The Arena International 4th Annual ‘Customer Experience in Financial Services’ Conference was a fascinating two-day event held on June 18th & 19th. Customer experience leaders came together from across the UK to share success stories, insights, and words of caution about the direction of CX in Financial Services.

The UK Customer Satisfaction Index (UKCSI) 2024 was released in January and shows that customer satisfaction is falling across UK industry and is at its lowest level since 2015. In just the past year, the banking & building society sector fell by 0.9 points and insurance by 2.1 points.

The conference offered a great platform to bring together leading thinkers in the industry to debate the current state of customer experience and the path to a brighter future, with attendees across banking, wealth, insurance, fintech and more.

The key debates centred around how we understand customer needs, how we communicate, the mix of digital and human channels we use, the role of AI, and the regulatory and competitive forces shaping change.

Below are the key themes I took away from the talks and discussions.

1. Great CX starts with understanding the customer

Customer experience starts with understanding the customer, so it was no surprise that this was a big topic across many of the sessions. As an industry, we constantly strive to understand our customers more deeply to create the most personalised, simplified, relevant products and service experiences.

There are many tools to help us do this:

  • Customer research – to understand our customers, we need to go out and talk to them; this is where customer research is invaluable. For example, Jo Phillips at Aviva Wealth talked of the importance they have placed on customer research in understanding the mass affluent segment, speaking to 2,000 customers, doing behavioural profiling and building pen portraits that drive the direction of their product.
  • Behavioural science—Adam Flitton of Allianz Suisse and Tim Bennett of Killik & Co. covered Using behavioural science techniques to understand how customers think and their behavioural biases in a fascinating session. This helps us understand how they are likely to behave in certain circumstances, with biases often leading to suboptimal choices, and how we can help them modify their behaviours to achieve better outcomes.
  • Customer feedback – Feedback can give great insight into the real experience that customers receive. There are traditional methods, such as surveys and focus groups, but digital channels and analytics offer more real-time and actionable insights. A great panel on this (featuring Lisa Elliott of LBG, Alessandra Canavesi of AXA and Darren Wake of CustomerSure) discussed the importance of capturing feedback in the moment through digital channels and aggregating feedback across all channels, including call centre logs and web chats. Theresa Smith of Nationwide also spoke of the importance of front-line employees listening to and understanding the voice of the customer.
  • Real-time analytics – Digital channels also enable us to capture detailed information about customer journeys to understand how customers interact, the devices they use, the paths they take, real-time issues and pain points, and whether they reach a successful conclusion.
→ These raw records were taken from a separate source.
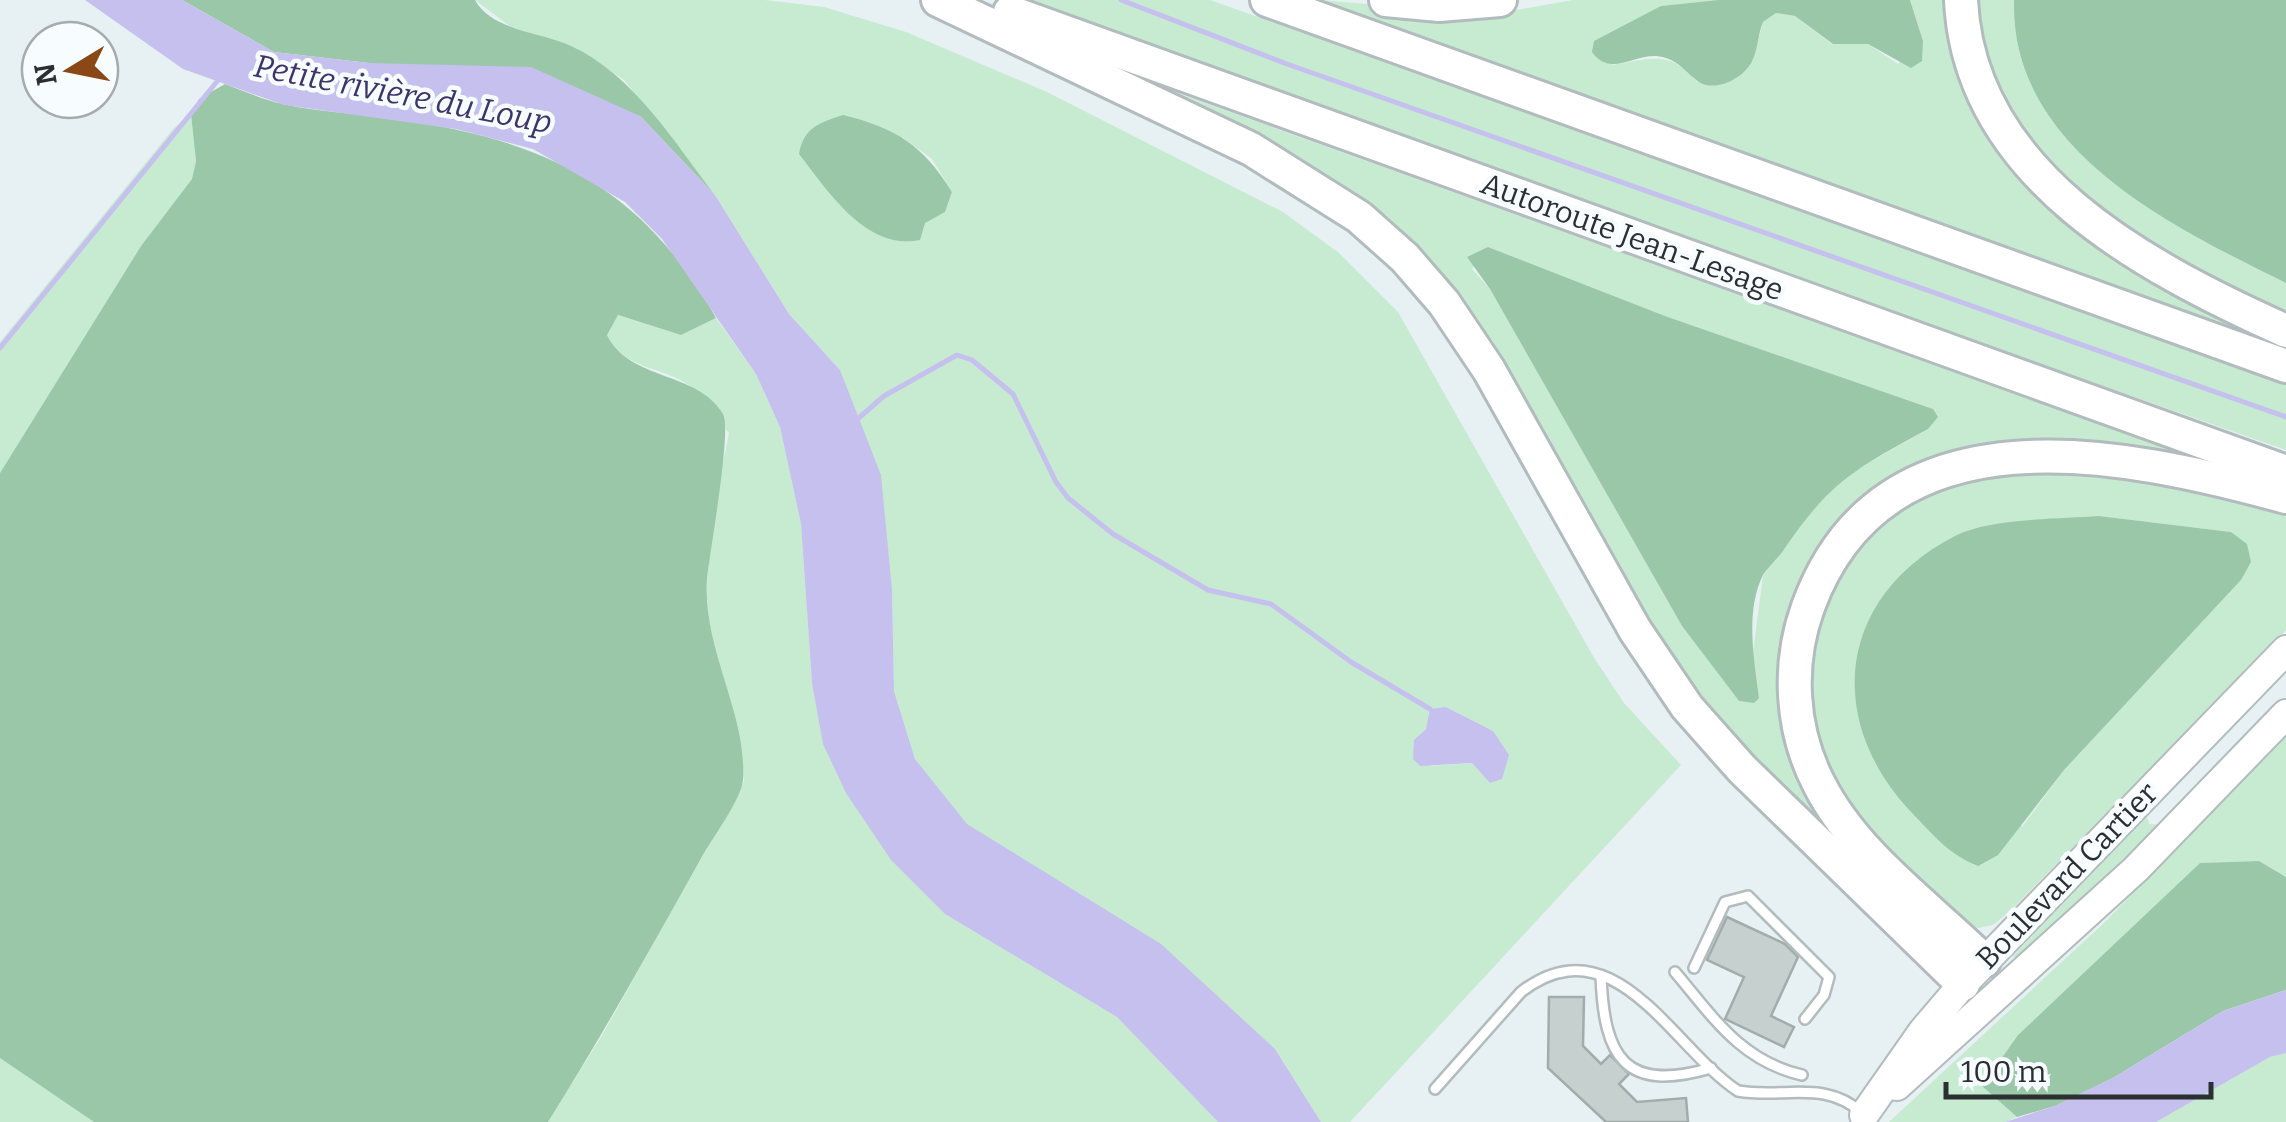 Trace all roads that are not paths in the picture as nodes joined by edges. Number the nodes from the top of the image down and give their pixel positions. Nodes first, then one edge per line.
1 (938, 0) edge
2 (978, 0) edge
3 (1267, 0) edge
4 (1386, 0) edge
5 (1500, 0) edge
6 (1962, 0) edge
7 (2286, 331) edge
8 (2286, 366) edge
9 (2286, 472) edge
10 (2286, 497) edge
11 (2286, 650) edge
12 (2286, 714) edge
13 (1694, 968) dead end
14 (1674, 972) dead end
15 (1601, 976) junction
16 (1978, 984) junction
17 (1804, 1019) dead end
18 (1711, 1068) junction
19 (1802, 1074) dead end
20 (1435, 1089) dead end
21 (1861, 1119) edge

1 - 16 highway
2 - 9 highway, Autoroute Jean-Lesage
3 - 8 highway
4 - 5 highway
6 - 7 highway
10 - 16 highway
11 - 16 main road, Boulevard Cartier
12 - 16 main road, Boulevard Cartier
13 - 17 lane
14 - 19 lane
15 - 18 lane
15 - 18 lane
15 - 20 lane
16 - 21 main road, Boulevard Cartier
18 - 21 lane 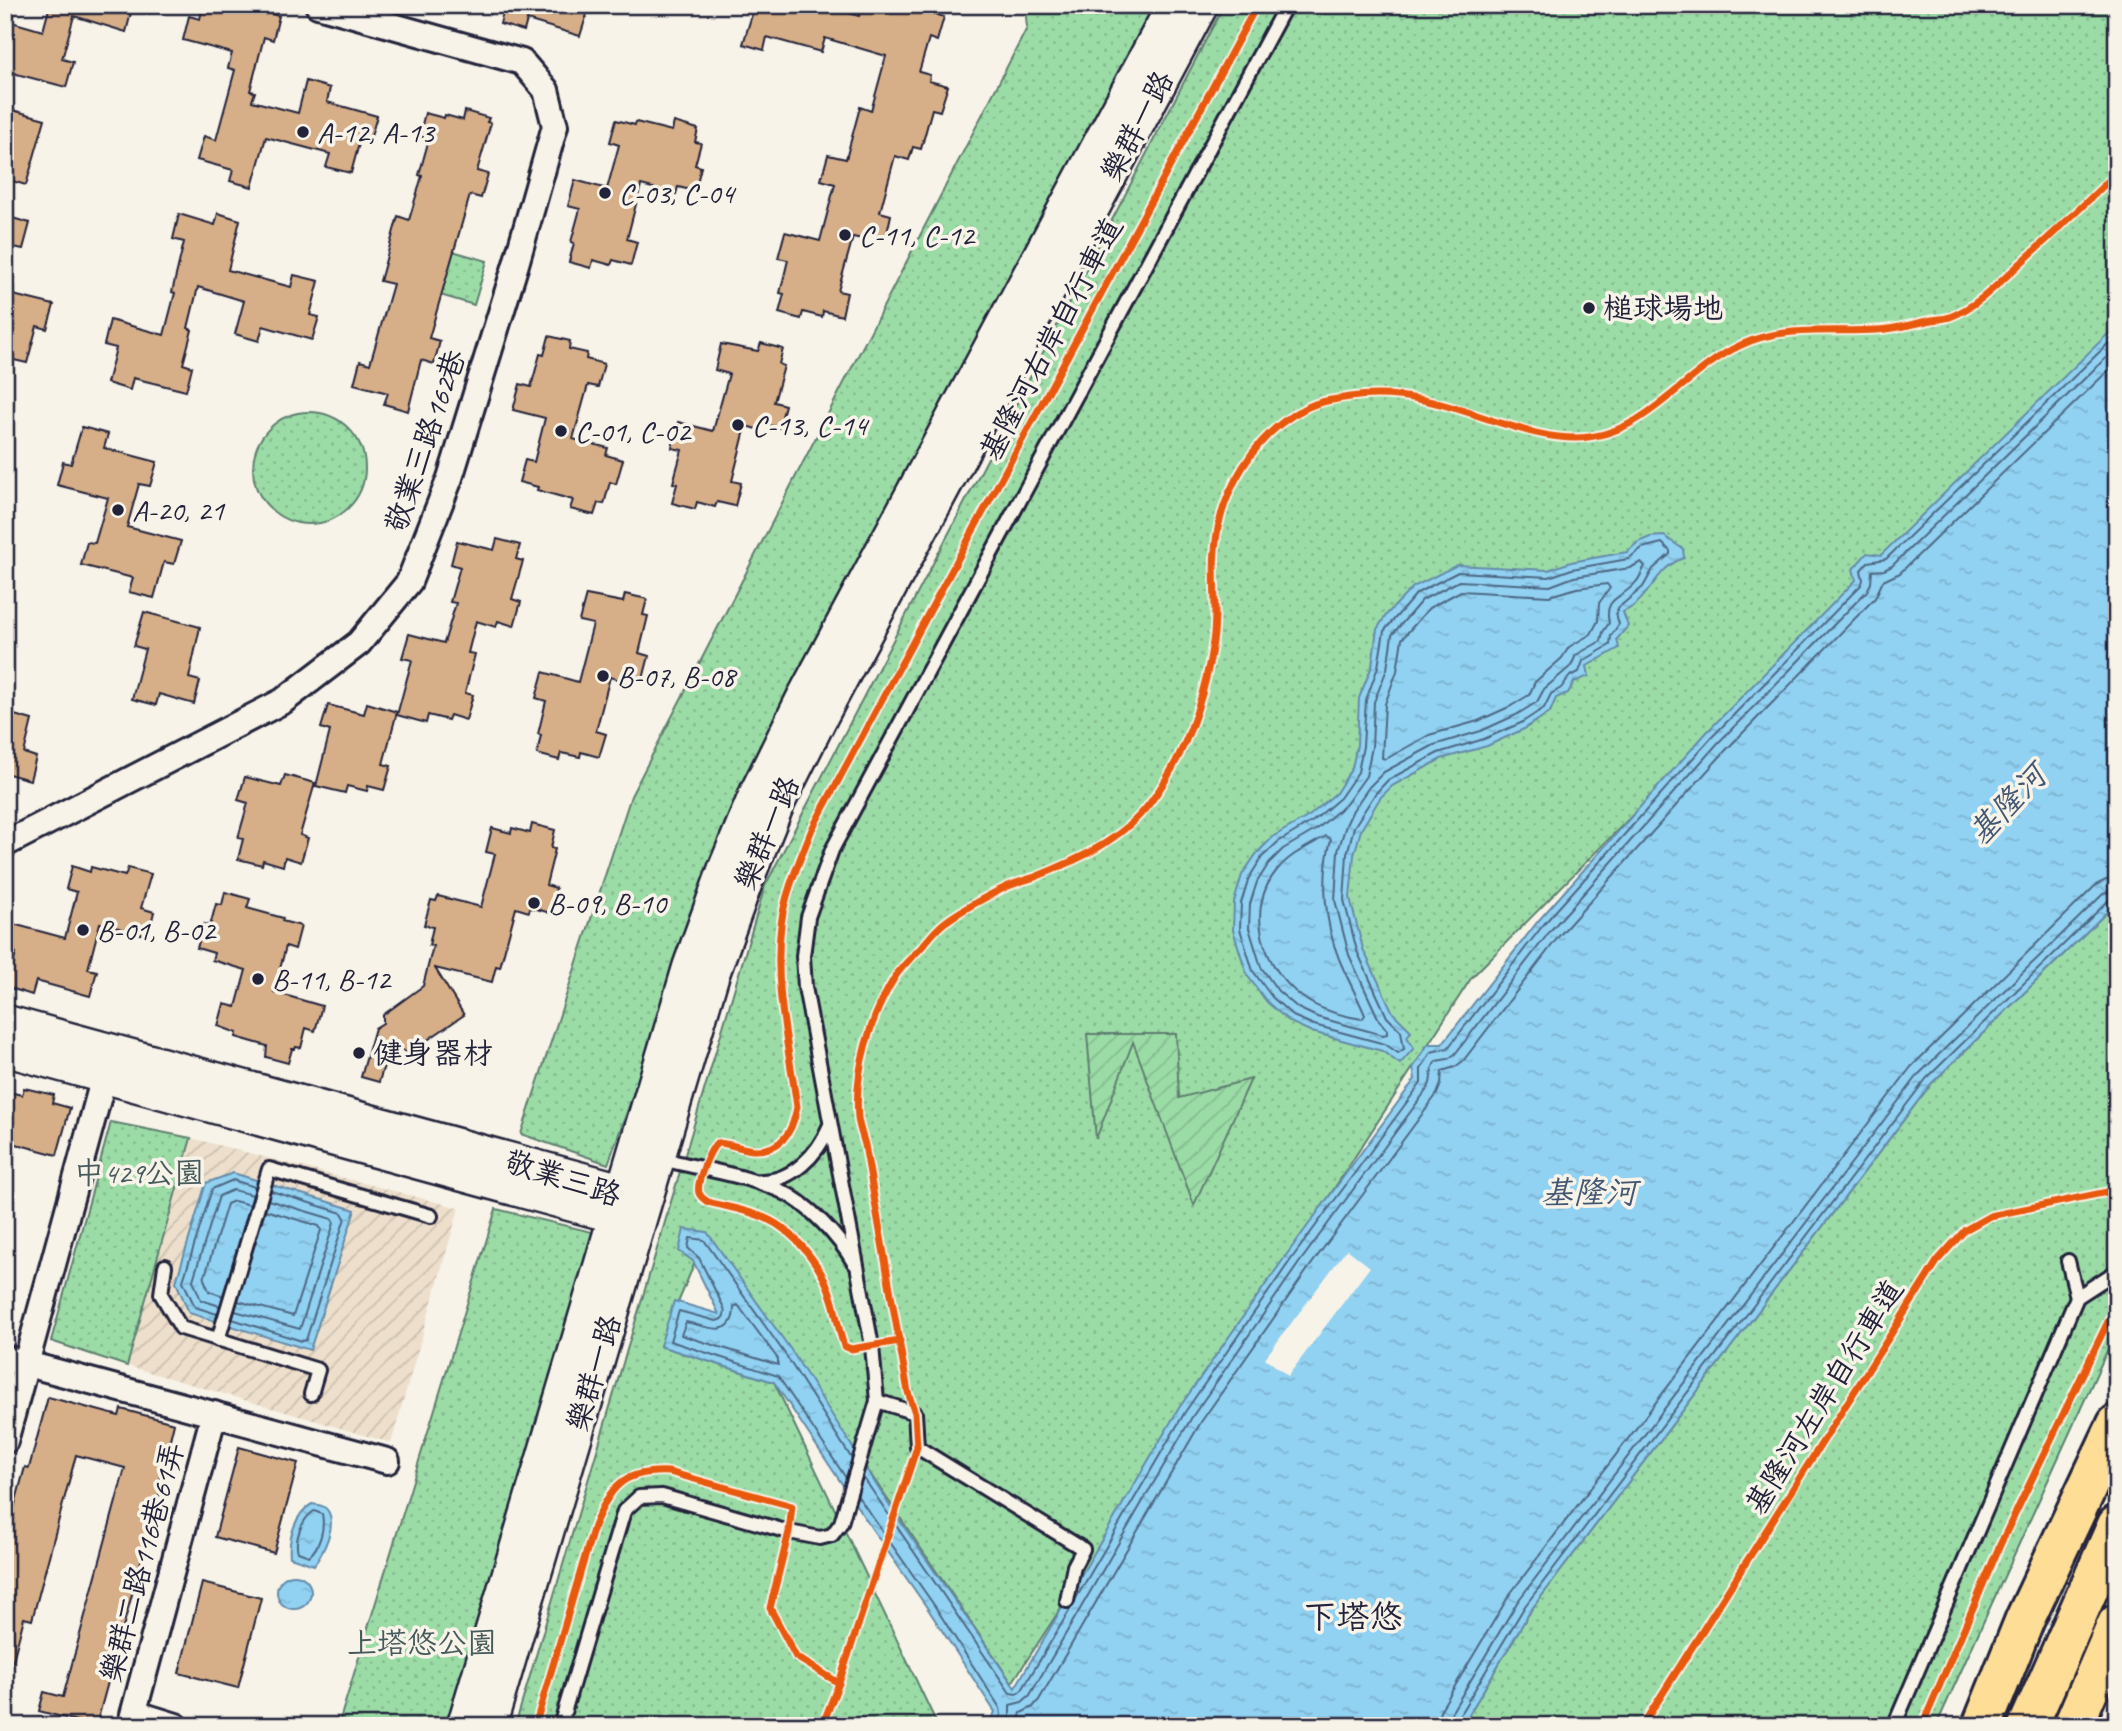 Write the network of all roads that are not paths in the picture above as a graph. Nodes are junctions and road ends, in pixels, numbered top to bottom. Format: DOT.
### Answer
graph roads {
  1 [pos="318,5"];
  2 [pos="1174,5"];
  3 [pos="1201,5"];
  4 [pos="1286,5"];
  5 [pos="5,844"];
  6 [pos="5,1022"];
  7 [pos="5,1049"];
  8 [pos="104,1076"];
  9 [pos="829,1127"];
  10 [pos="647,1154"];
  11 [pos="750,1181"];
  12 [pos="627,1206"];
  13 [pos="431,1216"];
  14 [pos="2068,1261"];
  15 [pos="165,1266"];
  16 [pos="2117,1271"];
  17 [pos="859,1272"];
  18 [pos="2077,1297"];
  19 [pos="218,1340"];
  20 [pos="16,1360"];
  21 [pos="312,1394"];
  22 [pos="877,1401"];
  23 [pos="214,1414"];
  24 [pos="2117,1424"];
  25 [pos="5,1441"];
  26 [pos="387,1461"];
  27 [pos="2117,1525"];
  28 [pos="1067,1601"];
  29 [pos="2117,1624"];
  30 [pos="132,1719"];
  31 [pos="176,1726"];
  32 [pos="464,1726"];
  33 [pos="489,1726"];
  34 [pos="560,1726"];
  35 [pos="1894,1726"];
  36 [pos="1982,1726"];
  37 [pos="2028,1726"];
  38 [pos="2073,1726"];
  1 -- 5 [label="street, 敬業三路162巷"];
  2 -- 10 [label="main road, 樂群一路"];
  3 -- 10 [label="main road, 樂群一路"];
  4 -- 9 [label="lane"];
  6 -- 12 [label="main road, 敬業三路"];
  7 -- 8 [label="main road, 敬業三路"];
  8 -- 12 [label="main road, 敬業三路"];
  8 -- 20 [label="street"];
  9 -- 11 [label="lane"];
  9 -- 17 [label="lane"];
  10 -- 11 [label="lane"];
  10 -- 12 [label="main road, 樂群一路"];
  11 -- 17 [label="lane"];
  12 -- 32 [label="main road, 樂群一路"];
  12 -- 33 [label="main road, 樂群一路"];
  13 -- 19 [label="lane"];
  14 -- 18 [label="lane"];
  15 -- 19 [label="lane"];
  16 -- 18 [label="lane"];
  17 -- 22 [label="lane"];
  18 -- 35 [label="lane"];
  19 -- 21 [label="lane"];
  20 -- 23 [label="street"];
  20 -- 25 [label="street"];
  22 -- 28 [label="lane"];
  22 -- 34 [label="lane"];
  23 -- 26 [label="street"];
  23 -- 30 [label="street, 樂群二路116巷61弄"];
  24 -- 36 [label="highway"];
  27 -- 37 [label="highway"];
  29 -- 38 [label="highway"];
  30 -- 31 [label="street"];
}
To gain a rich understanding of customers, we must use all available methods and tools, aggregate this data, and use analytics to drive actionable insights. These insights can drive big choices in product development and real-time actions to support a customer’s successful outcome.

This is a dynamic area as customer needs and expectations evolve rapidly in a digital world and are influenced by other digitally advanced sectors such as big tech.

Key takeaway:

Great customer experiences are built on a deep and continuous understanding of the customer. Many techniques are available to understand customers’ needs and pain points better, how they think and make decisions, how they feel about your brand and services, and their real-time experiences. The secret is to combine all of this data to create a deep holistic customer model and real-time actionable insights to improve customer experience and outcomes.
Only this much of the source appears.